Historic Railroad Town
Many of Hinton's historic buildings are still in use and the town actively promotes its history as an important stop on the old Chesapeake and Ohio Railroad. There are over 200 vintage buildings in Hinton's historic district
and one of these is a nice railroad museum. One of the exhibits is dedicated to the legendary John Henry. The late Charlie Permelia, a retired railroader and self-taught sculptor, spent the last years of his life carving the 100 figurines in the John Henry exhibit. Nearly every job that existed on the railroad is depicted in the exhibit. There's also a Veterans' Memorial Museum which features artifacts on all the country's military conflicts. Each October, Hinton holds its Railroad Days Festival to celebrate the town's colorful history. Check out other attractions at www.summerscvb.com.
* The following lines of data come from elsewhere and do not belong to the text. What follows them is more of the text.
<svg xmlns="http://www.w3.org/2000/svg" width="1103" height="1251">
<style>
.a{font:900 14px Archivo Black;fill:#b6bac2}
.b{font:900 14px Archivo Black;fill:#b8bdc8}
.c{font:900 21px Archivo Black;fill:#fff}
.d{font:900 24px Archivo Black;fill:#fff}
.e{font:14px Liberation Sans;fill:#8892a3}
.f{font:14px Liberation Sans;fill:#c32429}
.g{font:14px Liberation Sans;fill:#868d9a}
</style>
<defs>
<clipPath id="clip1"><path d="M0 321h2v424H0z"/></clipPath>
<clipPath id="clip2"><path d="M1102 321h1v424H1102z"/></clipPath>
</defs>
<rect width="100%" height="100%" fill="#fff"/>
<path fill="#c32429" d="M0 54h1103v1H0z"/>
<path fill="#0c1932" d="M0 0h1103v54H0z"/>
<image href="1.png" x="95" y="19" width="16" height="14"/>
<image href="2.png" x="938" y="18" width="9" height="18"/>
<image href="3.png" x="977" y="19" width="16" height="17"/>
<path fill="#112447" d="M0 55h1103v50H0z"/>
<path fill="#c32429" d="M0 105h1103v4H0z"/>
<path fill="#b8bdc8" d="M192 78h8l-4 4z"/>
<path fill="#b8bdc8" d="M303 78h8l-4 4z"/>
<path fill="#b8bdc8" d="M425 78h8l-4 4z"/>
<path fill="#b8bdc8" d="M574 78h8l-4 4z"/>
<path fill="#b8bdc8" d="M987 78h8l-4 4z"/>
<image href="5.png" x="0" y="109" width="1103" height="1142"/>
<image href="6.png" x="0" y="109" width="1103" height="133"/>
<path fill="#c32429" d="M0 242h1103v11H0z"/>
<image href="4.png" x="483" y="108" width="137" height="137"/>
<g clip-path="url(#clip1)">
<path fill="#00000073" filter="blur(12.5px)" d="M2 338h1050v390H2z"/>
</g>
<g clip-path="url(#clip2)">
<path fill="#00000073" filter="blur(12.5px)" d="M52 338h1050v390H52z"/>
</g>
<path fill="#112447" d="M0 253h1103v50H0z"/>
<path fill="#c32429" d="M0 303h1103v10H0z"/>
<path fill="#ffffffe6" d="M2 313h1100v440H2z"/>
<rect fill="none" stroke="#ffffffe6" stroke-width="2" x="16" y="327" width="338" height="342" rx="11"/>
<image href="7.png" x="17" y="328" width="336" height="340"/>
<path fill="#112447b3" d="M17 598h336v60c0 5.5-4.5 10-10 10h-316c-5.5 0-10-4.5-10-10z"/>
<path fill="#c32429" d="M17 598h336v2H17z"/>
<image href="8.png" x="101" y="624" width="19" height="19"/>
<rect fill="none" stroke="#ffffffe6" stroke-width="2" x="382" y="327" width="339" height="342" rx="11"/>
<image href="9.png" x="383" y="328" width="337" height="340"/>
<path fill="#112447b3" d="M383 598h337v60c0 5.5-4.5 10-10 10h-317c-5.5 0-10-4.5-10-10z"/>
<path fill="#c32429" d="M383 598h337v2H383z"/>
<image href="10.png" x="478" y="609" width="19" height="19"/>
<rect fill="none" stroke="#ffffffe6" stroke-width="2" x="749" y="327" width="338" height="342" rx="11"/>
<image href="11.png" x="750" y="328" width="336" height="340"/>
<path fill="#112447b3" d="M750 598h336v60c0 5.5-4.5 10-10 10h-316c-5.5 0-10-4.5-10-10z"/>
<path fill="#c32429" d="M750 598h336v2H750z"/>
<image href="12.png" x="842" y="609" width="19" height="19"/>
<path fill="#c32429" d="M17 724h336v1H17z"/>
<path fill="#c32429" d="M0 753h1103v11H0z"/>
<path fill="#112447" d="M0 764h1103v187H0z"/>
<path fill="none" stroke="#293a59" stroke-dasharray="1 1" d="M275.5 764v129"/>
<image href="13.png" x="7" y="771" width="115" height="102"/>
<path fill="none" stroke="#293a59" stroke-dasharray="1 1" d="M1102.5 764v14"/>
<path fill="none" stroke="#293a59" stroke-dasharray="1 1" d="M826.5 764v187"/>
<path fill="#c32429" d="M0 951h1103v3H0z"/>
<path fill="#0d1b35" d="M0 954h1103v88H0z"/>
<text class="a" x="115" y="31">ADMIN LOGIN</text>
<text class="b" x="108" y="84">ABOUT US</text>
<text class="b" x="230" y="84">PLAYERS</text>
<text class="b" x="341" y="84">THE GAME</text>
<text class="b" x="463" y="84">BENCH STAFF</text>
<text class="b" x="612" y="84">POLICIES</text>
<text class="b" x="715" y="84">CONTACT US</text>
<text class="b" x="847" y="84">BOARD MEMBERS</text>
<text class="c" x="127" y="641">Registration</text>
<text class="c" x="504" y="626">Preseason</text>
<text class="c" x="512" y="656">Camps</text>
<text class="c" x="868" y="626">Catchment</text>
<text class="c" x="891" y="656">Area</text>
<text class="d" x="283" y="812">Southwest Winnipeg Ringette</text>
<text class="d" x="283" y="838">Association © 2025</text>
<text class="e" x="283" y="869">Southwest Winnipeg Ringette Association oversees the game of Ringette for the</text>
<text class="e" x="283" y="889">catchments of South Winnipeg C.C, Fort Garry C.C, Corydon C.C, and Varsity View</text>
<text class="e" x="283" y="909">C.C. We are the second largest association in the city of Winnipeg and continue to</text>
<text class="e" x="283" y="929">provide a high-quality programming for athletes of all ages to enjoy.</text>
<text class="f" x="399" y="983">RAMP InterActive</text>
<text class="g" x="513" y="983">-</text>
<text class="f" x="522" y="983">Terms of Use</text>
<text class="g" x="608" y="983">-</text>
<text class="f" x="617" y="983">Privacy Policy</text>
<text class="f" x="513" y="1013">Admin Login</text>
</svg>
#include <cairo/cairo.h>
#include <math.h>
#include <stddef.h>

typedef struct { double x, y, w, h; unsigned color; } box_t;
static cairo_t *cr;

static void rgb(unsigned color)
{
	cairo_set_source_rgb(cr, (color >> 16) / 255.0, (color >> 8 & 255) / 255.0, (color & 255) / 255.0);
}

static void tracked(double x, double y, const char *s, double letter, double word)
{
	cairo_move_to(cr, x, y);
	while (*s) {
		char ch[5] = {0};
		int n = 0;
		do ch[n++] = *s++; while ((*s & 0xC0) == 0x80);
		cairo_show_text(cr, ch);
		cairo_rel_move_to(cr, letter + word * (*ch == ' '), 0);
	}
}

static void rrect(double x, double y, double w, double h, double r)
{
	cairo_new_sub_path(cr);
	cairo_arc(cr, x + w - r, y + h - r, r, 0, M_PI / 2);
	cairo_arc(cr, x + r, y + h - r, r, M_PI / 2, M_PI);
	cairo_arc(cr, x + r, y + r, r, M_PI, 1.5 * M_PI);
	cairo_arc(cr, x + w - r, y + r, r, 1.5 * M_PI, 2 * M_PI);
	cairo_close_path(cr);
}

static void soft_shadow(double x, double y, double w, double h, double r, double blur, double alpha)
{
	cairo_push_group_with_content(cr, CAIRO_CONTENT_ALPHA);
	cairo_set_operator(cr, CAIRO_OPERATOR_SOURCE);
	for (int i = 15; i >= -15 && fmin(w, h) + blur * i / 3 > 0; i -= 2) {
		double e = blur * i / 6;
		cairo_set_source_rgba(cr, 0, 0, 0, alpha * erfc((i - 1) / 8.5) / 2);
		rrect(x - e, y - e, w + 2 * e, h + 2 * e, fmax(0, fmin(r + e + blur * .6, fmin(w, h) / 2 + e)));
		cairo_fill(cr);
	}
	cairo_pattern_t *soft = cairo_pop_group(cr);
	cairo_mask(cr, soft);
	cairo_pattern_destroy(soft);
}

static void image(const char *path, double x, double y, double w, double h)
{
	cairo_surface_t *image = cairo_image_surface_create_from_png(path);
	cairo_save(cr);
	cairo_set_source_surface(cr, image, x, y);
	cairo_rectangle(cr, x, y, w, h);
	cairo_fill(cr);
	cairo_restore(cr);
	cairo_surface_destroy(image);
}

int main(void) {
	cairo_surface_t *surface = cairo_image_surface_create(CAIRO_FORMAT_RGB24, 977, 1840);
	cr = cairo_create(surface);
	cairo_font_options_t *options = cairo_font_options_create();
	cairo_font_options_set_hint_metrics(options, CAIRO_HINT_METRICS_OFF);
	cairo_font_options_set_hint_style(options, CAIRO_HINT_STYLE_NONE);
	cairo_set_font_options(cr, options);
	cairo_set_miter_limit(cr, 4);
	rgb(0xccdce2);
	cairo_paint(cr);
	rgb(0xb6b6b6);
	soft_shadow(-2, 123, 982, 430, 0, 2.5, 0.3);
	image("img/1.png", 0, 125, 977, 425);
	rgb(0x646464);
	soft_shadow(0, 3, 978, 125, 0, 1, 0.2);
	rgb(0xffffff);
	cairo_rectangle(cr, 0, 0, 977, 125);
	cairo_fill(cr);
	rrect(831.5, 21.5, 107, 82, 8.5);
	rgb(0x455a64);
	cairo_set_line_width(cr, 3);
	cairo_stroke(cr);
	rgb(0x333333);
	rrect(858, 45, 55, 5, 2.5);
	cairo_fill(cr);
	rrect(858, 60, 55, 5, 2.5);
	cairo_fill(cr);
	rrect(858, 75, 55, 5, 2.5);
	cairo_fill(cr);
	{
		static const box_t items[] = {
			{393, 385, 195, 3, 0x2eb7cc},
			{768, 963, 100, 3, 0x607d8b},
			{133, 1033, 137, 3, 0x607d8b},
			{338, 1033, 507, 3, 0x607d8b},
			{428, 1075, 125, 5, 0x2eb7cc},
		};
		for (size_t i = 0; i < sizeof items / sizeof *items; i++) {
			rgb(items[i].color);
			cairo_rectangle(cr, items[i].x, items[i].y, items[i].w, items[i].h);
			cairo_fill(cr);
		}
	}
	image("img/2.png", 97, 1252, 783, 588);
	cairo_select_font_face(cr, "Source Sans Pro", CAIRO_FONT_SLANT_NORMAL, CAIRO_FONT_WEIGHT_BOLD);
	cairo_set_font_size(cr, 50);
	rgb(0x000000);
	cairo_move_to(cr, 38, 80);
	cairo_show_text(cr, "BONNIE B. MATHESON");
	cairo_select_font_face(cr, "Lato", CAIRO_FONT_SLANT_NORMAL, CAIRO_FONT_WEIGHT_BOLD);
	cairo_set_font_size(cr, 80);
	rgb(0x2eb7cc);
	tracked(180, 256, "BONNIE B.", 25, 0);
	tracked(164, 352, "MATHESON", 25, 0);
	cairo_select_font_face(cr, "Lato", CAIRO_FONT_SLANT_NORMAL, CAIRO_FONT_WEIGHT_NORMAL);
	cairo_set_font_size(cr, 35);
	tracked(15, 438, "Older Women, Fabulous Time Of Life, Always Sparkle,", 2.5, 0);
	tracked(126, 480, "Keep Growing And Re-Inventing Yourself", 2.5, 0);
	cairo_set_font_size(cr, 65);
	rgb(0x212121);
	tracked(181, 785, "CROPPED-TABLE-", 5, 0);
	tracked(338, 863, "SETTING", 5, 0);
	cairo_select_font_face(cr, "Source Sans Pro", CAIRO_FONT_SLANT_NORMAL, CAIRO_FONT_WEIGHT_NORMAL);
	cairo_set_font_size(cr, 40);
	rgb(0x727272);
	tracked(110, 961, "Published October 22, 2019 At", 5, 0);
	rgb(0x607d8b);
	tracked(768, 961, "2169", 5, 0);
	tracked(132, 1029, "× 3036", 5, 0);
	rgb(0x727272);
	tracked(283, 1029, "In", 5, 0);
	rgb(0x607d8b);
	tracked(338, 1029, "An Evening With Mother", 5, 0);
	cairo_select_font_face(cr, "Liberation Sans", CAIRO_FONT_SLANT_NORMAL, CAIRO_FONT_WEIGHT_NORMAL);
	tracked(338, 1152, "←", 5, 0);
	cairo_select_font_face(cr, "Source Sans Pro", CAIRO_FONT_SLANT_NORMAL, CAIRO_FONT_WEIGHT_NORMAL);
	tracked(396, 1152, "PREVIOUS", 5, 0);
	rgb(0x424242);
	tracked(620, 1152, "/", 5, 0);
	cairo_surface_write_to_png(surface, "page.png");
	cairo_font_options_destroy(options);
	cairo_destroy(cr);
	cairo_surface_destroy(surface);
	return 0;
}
To get to Hinton from Fayetteville, WV, go south on US 19 and get on the WV Turnpike at exit 48 in North Beckley. Follow the signs to I-64 East, go about 18 miles and exit on Route 20 at Sandstone. Follow Rt. 20 to Hinton. As you leave I-64 and head toward Hinton, you'll be travelling along the New River. A few miles before you reach Hinton, stop and check out Sandstone Falls, a magnificent river-wide waterfall. The National Park Service has built walkways to make the falls accessible. Don't miss seeing Sandstone Falls.
Pence Spring Hotel / Prison / Hotel
The original Pence Spring Hotel was built in 1918 and served as a popular spa until the Depression in the 1930's.
The wooden structure deteriorated and was purchased by the state in 1947 for use as a women's prison. By 1984, the place had decayed so badly that the state closed the prison down and looked for a buyer to take the old hotel off their hands.
That buyer turned out to be Ashby Berkley, who has restored the venerable old hotel to its original glory and operates it today as a luxury hotel of the old style.
The town of Pence Spring is located just a few miles east of Hinton on Route 3.